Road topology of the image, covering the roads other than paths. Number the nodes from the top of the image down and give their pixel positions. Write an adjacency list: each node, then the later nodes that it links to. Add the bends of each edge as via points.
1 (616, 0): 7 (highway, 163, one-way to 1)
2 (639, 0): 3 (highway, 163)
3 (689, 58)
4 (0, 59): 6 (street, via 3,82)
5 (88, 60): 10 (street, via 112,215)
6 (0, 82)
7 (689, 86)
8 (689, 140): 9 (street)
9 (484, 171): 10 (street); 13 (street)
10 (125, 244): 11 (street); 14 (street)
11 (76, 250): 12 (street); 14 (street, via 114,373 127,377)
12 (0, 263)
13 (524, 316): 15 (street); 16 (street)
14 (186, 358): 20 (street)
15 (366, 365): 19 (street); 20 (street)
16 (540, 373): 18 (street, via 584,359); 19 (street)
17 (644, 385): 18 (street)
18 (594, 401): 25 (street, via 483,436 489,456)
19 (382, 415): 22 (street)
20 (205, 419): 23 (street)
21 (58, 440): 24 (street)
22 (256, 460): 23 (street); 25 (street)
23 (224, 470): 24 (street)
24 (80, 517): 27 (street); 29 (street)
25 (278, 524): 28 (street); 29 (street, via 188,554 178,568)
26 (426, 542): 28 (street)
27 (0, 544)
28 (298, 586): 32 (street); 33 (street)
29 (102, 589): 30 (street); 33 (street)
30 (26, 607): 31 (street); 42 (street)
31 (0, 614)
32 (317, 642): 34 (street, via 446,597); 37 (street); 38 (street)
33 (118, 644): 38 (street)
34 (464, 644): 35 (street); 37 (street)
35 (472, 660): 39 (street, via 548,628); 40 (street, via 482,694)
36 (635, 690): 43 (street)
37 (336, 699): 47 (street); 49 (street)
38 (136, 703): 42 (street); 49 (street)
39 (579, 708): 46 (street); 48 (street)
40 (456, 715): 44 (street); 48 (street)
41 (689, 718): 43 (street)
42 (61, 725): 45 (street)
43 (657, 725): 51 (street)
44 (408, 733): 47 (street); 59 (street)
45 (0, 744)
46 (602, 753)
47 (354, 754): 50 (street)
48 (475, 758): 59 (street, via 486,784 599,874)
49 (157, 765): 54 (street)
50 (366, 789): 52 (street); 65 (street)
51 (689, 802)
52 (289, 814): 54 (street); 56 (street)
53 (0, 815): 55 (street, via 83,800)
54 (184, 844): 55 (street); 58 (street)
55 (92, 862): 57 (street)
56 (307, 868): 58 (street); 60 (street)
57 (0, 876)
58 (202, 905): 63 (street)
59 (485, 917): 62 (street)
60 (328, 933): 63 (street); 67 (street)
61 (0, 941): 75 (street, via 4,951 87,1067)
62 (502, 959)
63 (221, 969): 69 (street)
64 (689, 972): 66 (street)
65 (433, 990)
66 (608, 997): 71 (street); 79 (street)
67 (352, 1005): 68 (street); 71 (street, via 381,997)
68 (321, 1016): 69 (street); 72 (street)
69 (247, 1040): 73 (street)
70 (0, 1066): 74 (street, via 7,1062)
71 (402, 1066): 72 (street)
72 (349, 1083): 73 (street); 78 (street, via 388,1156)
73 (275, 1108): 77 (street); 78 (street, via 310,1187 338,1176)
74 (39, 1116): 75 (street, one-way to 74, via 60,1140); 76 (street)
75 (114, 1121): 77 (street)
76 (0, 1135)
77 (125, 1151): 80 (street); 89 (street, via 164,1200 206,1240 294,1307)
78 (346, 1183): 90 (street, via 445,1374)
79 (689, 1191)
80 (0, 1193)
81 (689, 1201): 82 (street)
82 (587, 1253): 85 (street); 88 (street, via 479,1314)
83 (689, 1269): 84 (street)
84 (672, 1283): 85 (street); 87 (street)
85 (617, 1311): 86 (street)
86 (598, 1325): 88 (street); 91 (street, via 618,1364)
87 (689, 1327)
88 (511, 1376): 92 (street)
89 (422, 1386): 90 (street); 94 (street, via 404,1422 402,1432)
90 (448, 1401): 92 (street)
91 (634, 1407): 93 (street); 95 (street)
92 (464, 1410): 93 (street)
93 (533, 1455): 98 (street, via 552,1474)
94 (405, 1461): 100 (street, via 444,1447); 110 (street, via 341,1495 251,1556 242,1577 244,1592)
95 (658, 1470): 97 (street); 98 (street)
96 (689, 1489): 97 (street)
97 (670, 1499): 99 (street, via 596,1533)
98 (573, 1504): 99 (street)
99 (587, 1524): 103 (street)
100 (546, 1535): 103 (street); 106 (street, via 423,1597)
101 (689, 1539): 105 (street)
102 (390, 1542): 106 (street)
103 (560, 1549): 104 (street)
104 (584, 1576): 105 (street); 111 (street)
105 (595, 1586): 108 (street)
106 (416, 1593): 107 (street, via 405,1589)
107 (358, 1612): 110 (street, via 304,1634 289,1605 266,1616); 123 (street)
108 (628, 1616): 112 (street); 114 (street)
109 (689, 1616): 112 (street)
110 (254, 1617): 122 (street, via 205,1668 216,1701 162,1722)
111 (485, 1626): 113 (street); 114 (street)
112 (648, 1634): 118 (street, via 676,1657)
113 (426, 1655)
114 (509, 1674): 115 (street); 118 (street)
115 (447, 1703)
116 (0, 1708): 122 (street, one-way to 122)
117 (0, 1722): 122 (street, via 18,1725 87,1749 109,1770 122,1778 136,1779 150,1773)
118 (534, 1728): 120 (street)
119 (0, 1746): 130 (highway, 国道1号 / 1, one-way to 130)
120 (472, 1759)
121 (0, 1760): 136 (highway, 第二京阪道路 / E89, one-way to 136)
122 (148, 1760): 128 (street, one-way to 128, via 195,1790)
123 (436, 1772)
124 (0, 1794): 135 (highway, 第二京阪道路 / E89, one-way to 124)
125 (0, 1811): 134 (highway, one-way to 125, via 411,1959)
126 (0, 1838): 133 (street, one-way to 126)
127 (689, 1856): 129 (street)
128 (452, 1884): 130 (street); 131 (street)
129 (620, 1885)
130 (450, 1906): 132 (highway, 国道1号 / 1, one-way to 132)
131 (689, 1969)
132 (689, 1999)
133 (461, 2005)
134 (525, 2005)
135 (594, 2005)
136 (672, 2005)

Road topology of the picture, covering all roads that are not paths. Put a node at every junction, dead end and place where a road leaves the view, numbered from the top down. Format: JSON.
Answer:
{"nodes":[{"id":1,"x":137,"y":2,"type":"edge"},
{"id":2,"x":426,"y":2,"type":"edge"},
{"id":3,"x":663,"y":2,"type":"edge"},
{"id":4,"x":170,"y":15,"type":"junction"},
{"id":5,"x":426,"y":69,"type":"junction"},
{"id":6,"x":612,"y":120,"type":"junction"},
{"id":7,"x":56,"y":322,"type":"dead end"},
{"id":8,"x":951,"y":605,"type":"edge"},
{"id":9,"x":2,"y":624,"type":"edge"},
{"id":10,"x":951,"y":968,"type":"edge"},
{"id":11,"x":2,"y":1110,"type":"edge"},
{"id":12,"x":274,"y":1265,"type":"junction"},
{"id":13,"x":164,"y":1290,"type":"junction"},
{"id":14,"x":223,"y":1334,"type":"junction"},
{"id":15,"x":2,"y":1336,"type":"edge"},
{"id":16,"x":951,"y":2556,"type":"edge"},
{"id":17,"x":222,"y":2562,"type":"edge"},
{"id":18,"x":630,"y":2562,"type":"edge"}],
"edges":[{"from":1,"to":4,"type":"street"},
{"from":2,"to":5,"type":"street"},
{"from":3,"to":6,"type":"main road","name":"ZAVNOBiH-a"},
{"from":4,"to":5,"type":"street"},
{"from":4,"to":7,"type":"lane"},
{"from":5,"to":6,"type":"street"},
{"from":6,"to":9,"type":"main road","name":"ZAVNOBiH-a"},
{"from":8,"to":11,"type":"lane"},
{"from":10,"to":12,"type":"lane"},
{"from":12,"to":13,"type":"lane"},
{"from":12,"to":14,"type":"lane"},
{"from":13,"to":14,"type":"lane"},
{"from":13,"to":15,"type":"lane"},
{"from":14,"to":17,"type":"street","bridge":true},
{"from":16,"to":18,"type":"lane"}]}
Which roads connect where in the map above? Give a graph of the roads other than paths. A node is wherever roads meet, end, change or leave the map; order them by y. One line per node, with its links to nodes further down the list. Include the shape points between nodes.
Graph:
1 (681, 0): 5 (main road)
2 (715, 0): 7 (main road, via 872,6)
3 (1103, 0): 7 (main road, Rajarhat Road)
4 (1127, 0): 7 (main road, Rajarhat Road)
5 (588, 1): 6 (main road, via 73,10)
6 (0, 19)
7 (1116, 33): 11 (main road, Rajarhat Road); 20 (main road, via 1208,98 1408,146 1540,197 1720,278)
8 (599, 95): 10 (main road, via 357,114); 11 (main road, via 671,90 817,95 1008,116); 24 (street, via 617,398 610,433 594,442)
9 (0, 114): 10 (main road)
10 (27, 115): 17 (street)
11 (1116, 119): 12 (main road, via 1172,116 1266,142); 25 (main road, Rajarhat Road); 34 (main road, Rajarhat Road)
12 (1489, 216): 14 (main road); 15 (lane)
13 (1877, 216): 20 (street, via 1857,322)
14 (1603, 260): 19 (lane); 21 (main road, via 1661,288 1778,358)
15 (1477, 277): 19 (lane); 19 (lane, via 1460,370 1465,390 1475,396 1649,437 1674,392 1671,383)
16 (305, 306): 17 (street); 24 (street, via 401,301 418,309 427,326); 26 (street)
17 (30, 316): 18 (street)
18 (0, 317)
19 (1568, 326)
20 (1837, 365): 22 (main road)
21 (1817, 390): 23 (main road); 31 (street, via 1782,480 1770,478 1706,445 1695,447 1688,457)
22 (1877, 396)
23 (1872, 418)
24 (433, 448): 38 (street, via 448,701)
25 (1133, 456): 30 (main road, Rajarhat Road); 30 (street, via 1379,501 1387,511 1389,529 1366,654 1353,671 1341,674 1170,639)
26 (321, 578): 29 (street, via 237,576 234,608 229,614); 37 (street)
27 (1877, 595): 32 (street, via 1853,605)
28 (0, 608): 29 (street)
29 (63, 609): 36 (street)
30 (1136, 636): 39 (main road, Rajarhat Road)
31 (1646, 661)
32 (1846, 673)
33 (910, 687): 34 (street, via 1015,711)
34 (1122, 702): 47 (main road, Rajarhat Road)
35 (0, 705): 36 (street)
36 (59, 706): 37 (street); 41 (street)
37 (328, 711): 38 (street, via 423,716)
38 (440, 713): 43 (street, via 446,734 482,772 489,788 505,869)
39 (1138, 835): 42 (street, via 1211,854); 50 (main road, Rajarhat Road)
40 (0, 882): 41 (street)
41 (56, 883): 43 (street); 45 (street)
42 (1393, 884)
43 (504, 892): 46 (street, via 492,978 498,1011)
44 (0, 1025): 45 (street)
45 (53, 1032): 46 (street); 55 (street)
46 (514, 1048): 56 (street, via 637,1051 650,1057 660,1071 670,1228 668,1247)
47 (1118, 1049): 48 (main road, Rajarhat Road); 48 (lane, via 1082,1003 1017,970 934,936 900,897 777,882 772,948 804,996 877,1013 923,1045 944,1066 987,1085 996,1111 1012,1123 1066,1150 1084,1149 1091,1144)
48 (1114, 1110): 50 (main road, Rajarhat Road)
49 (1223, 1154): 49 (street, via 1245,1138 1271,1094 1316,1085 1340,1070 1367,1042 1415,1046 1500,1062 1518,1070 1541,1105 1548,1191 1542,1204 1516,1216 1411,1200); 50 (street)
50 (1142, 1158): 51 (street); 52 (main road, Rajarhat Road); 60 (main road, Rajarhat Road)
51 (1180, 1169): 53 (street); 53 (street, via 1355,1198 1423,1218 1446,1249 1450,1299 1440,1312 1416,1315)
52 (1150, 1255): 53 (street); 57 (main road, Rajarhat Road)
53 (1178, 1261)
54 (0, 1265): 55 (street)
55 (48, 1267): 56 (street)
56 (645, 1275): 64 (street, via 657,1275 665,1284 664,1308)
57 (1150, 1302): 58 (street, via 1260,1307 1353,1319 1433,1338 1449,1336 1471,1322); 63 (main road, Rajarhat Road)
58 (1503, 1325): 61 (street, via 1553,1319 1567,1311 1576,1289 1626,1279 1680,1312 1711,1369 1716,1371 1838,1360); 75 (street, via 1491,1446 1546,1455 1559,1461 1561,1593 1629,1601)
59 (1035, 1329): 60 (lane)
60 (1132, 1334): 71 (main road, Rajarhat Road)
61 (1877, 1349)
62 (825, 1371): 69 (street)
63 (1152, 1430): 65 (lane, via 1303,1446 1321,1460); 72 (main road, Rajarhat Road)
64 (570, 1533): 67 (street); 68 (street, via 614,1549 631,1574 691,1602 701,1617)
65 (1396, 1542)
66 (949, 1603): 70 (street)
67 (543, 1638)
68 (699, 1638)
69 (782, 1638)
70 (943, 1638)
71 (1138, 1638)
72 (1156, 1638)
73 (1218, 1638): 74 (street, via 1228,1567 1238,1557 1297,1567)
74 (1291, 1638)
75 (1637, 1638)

▶ **ACTION ITEM**: Pick from the records each line that contains the word "points" and show it.

▶ **TASK RESPONSE**:
Road topology of the image, covering the roads other than paths. Number the nodes from the top of the image down and give their pixel positions. Write an adjacency list: each node, then the later nodes that it links to. Add the bends of each edge as via points.
Which roads connect where in the map above? Give a graph of the roads other than paths. A node is wherever roads meet, end, change or leave the map; order them by y. One line per node, with its links to nodes further down the list. Include the shape points between nodes.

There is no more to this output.